| YOUR GOAL |
An exact copy of every record is needed.

| MATERIAL PROVIDED |

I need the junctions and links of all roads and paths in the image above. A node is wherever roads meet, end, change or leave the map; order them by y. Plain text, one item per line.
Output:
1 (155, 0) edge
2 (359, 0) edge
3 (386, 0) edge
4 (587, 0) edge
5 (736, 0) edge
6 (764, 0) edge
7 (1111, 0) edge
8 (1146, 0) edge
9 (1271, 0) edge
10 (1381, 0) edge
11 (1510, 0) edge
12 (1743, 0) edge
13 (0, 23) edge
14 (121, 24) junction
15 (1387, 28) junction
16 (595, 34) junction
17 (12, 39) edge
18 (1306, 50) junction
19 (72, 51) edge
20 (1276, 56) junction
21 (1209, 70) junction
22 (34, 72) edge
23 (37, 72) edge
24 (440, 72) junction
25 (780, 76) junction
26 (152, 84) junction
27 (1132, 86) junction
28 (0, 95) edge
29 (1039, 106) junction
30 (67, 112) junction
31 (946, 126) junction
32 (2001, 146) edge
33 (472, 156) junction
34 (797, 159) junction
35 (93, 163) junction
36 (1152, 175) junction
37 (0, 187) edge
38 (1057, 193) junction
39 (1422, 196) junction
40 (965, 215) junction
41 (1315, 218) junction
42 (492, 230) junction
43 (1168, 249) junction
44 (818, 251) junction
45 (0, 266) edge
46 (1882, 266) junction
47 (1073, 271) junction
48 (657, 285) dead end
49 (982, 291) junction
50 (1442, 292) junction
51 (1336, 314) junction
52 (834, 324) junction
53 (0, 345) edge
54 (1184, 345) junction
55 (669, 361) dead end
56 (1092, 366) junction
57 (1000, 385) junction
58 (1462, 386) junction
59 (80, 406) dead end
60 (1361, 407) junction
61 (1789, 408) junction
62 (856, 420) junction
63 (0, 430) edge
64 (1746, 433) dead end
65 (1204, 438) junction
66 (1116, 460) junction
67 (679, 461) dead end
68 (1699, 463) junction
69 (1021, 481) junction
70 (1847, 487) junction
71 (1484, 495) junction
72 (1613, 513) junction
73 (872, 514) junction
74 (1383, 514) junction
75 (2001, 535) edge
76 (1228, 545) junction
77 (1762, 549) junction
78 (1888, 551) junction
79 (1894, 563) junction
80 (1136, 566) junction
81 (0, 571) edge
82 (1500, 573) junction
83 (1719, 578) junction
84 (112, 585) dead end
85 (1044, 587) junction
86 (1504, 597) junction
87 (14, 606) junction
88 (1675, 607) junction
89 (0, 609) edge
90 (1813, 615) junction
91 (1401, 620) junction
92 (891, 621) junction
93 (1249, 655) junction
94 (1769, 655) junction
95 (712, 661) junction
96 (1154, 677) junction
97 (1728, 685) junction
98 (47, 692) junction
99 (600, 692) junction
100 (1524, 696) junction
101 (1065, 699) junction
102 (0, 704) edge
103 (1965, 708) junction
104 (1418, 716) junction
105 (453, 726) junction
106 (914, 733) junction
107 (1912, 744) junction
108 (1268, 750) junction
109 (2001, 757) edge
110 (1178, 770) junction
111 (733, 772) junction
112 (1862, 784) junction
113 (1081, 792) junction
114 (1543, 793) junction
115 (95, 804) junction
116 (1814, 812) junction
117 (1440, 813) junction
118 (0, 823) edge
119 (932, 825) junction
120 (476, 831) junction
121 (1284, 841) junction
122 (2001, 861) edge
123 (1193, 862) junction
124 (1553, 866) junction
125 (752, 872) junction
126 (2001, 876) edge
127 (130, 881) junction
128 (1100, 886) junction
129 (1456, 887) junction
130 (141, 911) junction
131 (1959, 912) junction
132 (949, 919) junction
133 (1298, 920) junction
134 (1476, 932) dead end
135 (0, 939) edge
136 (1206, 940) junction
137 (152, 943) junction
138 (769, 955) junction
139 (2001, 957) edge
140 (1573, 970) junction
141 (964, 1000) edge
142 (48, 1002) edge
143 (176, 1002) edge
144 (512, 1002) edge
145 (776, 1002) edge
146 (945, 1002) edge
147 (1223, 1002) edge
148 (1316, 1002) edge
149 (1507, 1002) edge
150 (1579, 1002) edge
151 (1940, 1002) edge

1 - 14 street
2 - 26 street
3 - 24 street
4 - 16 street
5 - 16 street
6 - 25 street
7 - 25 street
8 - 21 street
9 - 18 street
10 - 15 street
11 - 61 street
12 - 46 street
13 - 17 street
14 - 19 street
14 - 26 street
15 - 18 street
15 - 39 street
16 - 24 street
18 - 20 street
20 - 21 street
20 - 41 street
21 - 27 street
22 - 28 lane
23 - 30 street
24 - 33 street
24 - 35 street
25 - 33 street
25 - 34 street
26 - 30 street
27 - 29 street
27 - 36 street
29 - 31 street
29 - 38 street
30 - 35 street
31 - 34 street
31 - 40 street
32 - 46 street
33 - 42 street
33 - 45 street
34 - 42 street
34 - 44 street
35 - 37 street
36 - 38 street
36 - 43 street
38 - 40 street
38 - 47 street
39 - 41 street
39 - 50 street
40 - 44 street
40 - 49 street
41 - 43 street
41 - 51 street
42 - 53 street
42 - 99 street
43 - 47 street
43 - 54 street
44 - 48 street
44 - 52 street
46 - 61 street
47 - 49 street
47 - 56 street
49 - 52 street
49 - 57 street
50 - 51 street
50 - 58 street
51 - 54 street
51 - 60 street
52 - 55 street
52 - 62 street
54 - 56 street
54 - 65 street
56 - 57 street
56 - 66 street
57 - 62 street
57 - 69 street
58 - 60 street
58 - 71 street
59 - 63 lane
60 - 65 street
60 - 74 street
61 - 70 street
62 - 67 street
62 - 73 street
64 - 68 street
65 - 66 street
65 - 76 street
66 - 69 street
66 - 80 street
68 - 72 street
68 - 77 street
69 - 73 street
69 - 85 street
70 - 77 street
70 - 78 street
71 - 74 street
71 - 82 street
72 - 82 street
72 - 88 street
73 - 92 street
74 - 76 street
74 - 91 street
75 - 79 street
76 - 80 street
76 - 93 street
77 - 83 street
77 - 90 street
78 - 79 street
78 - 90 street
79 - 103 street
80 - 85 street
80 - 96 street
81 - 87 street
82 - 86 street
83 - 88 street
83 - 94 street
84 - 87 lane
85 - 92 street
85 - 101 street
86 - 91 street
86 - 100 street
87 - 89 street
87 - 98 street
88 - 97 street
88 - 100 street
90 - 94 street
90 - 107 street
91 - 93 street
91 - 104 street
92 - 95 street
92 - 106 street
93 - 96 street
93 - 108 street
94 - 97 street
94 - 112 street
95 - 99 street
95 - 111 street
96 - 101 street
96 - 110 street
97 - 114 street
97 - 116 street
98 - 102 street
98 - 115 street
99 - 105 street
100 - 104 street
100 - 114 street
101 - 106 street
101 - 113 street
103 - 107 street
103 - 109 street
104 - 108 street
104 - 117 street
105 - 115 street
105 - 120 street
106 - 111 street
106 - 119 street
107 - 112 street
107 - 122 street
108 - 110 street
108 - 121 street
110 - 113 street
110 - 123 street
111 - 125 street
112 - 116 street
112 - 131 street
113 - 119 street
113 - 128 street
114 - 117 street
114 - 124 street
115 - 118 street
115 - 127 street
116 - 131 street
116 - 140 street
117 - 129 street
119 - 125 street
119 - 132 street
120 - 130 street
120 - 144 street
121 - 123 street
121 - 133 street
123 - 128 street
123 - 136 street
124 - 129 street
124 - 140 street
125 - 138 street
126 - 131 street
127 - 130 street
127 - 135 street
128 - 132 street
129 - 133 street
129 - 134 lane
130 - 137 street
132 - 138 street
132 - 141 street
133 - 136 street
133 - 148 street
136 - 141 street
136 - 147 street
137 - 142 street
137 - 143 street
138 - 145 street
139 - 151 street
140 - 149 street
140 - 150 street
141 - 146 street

| ANSWER SPACE |
I need the junctions and links of all roads and paths in the image above. A node is wherever roads meet, end, change or leave the map; order them by y. Plain text, one item per line.
Output:
1 (155, 0) edge
2 (359, 0) edge
3 (386, 0) edge
4 (587, 0) edge
5 (736, 0) edge
6 (764, 0) edge
7 (1111, 0) edge
8 (1146, 0) edge
9 (1271, 0) edge
10 (1381, 0) edge
11 (1510, 0) edge
12 (1743, 0) edge
13 (0, 23) edge
14 (121, 24) junction
15 (1387, 28) junction
16 (595, 34) junction
17 (12, 39) edge
18 (1306, 50) junction
19 (72, 51) edge
20 (1276, 56) junction
21 (1209, 70) junction
22 (34, 72) edge
23 (37, 72) edge
24 (440, 72) junction
25 (780, 76) junction
26 (152, 84) junction
27 (1132, 86) junction
28 (0, 95) edge
29 (1039, 106) junction
30 (67, 112) junction
31 (946, 126) junction
32 (2001, 146) edge
33 (472, 156) junction
34 (797, 159) junction
35 (93, 163) junction
36 (1152, 175) junction
37 (0, 187) edge
38 (1057, 193) junction
39 (1422, 196) junction
40 (965, 215) junction
41 (1315, 218) junction
42 (492, 230) junction
43 (1168, 249) junction
44 (818, 251) junction
45 (0, 266) edge
46 (1882, 266) junction
47 (1073, 271) junction
48 (657, 285) dead end
49 (982, 291) junction
50 (1442, 292) junction
51 (1336, 314) junction
52 (834, 324) junction
53 (0, 345) edge
54 (1184, 345) junction
55 (669, 361) dead end
56 (1092, 366) junction
57 (1000, 385) junction
58 (1462, 386) junction
59 (80, 406) dead end
60 (1361, 407) junction
61 (1789, 408) junction
62 (856, 420) junction
63 (0, 430) edge
64 (1746, 433) dead end
65 (1204, 438) junction
66 (1116, 460) junction
67 (679, 461) dead end
68 (1699, 463) junction
69 (1021, 481) junction
70 (1847, 487) junction
71 (1484, 495) junction
72 (1613, 513) junction
73 (872, 514) junction
74 (1383, 514) junction
75 (2001, 535) edge
76 (1228, 545) junction
77 (1762, 549) junction
78 (1888, 551) junction
79 (1894, 563) junction
80 (1136, 566) junction
81 (0, 571) edge
82 (1500, 573) junction
83 (1719, 578) junction
84 (112, 585) dead end
85 (1044, 587) junction
86 (1504, 597) junction
87 (14, 606) junction
88 (1675, 607) junction
89 (0, 609) edge
90 (1813, 615) junction
91 (1401, 620) junction
92 (891, 621) junction
93 (1249, 655) junction
94 (1769, 655) junction
95 (712, 661) junction
96 (1154, 677) junction
97 (1728, 685) junction
98 (47, 692) junction
99 (600, 692) junction
100 (1524, 696) junction
101 (1065, 699) junction
102 (0, 704) edge
103 (1965, 708) junction
104 (1418, 716) junction
105 (453, 726) junction
106 (914, 733) junction
107 (1912, 744) junction
108 (1268, 750) junction
109 (2001, 757) edge
110 (1178, 770) junction
111 (733, 772) junction
112 (1862, 784) junction
113 (1081, 792) junction
114 (1543, 793) junction
115 (95, 804) junction
116 (1814, 812) junction
117 (1440, 813) junction
118 (0, 823) edge
119 (932, 825) junction
120 (476, 831) junction
121 (1284, 841) junction
122 (2001, 861) edge
123 (1193, 862) junction
124 (1553, 866) junction
125 (752, 872) junction
126 (2001, 876) edge
127 (130, 881) junction
128 (1100, 886) junction
129 (1456, 887) junction
130 (141, 911) junction
131 (1959, 912) junction
132 (949, 919) junction
133 (1298, 920) junction
134 (1476, 932) dead end
135 (0, 939) edge
136 (1206, 940) junction
137 (152, 943) junction
138 (769, 955) junction
139 (2001, 957) edge
140 (1573, 970) junction
141 (964, 1000) edge
142 (48, 1002) edge
143 (176, 1002) edge
144 (512, 1002) edge
145 (776, 1002) edge
146 (945, 1002) edge
147 (1223, 1002) edge
148 (1316, 1002) edge
149 (1507, 1002) edge
150 (1579, 1002) edge
151 (1940, 1002) edge

1 - 14 street
2 - 26 street
3 - 24 street
4 - 16 street
5 - 16 street
6 - 25 street
7 - 25 street
8 - 21 street
9 - 18 street
10 - 15 street
11 - 61 street
12 - 46 street
13 - 17 street
14 - 19 street
14 - 26 street
15 - 18 street
15 - 39 street
16 - 24 street
18 - 20 street
20 - 21 street
20 - 41 street
21 - 27 street
22 - 28 lane
23 - 30 street
24 - 33 street
24 - 35 street
25 - 33 street
25 - 34 street
26 - 30 street
27 - 29 street
27 - 36 street
29 - 31 street
29 - 38 street
30 - 35 street
31 - 34 street
31 - 40 street
32 - 46 street
33 - 42 street
33 - 45 street
34 - 42 street
34 - 44 street
35 - 37 street
36 - 38 street
36 - 43 street
38 - 40 street
38 - 47 street
39 - 41 street
39 - 50 street
40 - 44 street
40 - 49 street
41 - 43 street
41 - 51 street
42 - 53 street
42 - 99 street
43 - 47 street
43 - 54 street
44 - 48 street
44 - 52 street
46 - 61 street
47 - 49 street
47 - 56 street
49 - 52 street
49 - 57 street
50 - 51 street
50 - 58 street
51 - 54 street
51 - 60 street
52 - 55 street
52 - 62 street
54 - 56 street
54 - 65 street
56 - 57 street
56 - 66 street
57 - 62 street
57 - 69 street
58 - 60 street
58 - 71 street
59 - 63 lane
60 - 65 street
60 - 74 street
61 - 70 street
62 - 67 street
62 - 73 street
64 - 68 street
65 - 66 street
65 - 76 street
66 - 69 street
66 - 80 street
68 - 72 street
68 - 77 street
69 - 73 street
69 - 85 street
70 - 77 street
70 - 78 street
71 - 74 street
71 - 82 street
72 - 82 street
72 - 88 street
73 - 92 street
74 - 76 street
74 - 91 street
75 - 79 street
76 - 80 street
76 - 93 street
77 - 83 street
77 - 90 street
78 - 79 street
78 - 90 street
79 - 103 street
80 - 85 street
80 - 96 street
81 - 87 street
82 - 86 street
83 - 88 street
83 - 94 street
84 - 87 lane
85 - 92 street
85 - 101 street
86 - 91 street
86 - 100 street
87 - 89 street
87 - 98 street
88 - 97 street
88 - 100 street
90 - 94 street
90 - 107 street
91 - 93 street
91 - 104 street
92 - 95 street
92 - 106 street
93 - 96 street
93 - 108 street
94 - 97 street
94 - 112 street
95 - 99 street
95 - 111 street
96 - 101 street
96 - 110 street
97 - 114 street
97 - 116 street
98 - 102 street
98 - 115 street
99 - 105 street
100 - 104 street
100 - 114 street
101 - 106 street
101 - 113 street
103 - 107 street
103 - 109 street
104 - 108 street
104 - 117 street
105 - 115 street
105 - 120 street
106 - 111 street
106 - 119 street
107 - 112 street
107 - 122 street
108 - 110 street
108 - 121 street
110 - 113 street
110 - 123 street
111 - 125 street
112 - 116 street
112 - 131 street
113 - 119 street
113 - 128 street
114 - 117 street
114 - 124 street
115 - 118 street
115 - 127 street
116 - 131 street
116 - 140 street
117 - 129 street
119 - 125 street
119 - 132 street
120 - 130 street
120 - 144 street
121 - 123 street
121 - 133 street
123 - 128 street
123 - 136 street
124 - 129 street
124 - 140 street
125 - 138 street
126 - 131 street
127 - 130 street
127 - 135 street
128 - 132 street
129 - 133 street
129 - 134 lane
130 - 137 street
132 - 138 street
132 - 141 street
133 - 136 street
133 - 148 street
136 - 141 street
136 - 147 street
137 - 142 street
137 - 143 street
138 - 145 street
139 - 151 street
140 - 149 street
140 - 150 street
141 - 146 street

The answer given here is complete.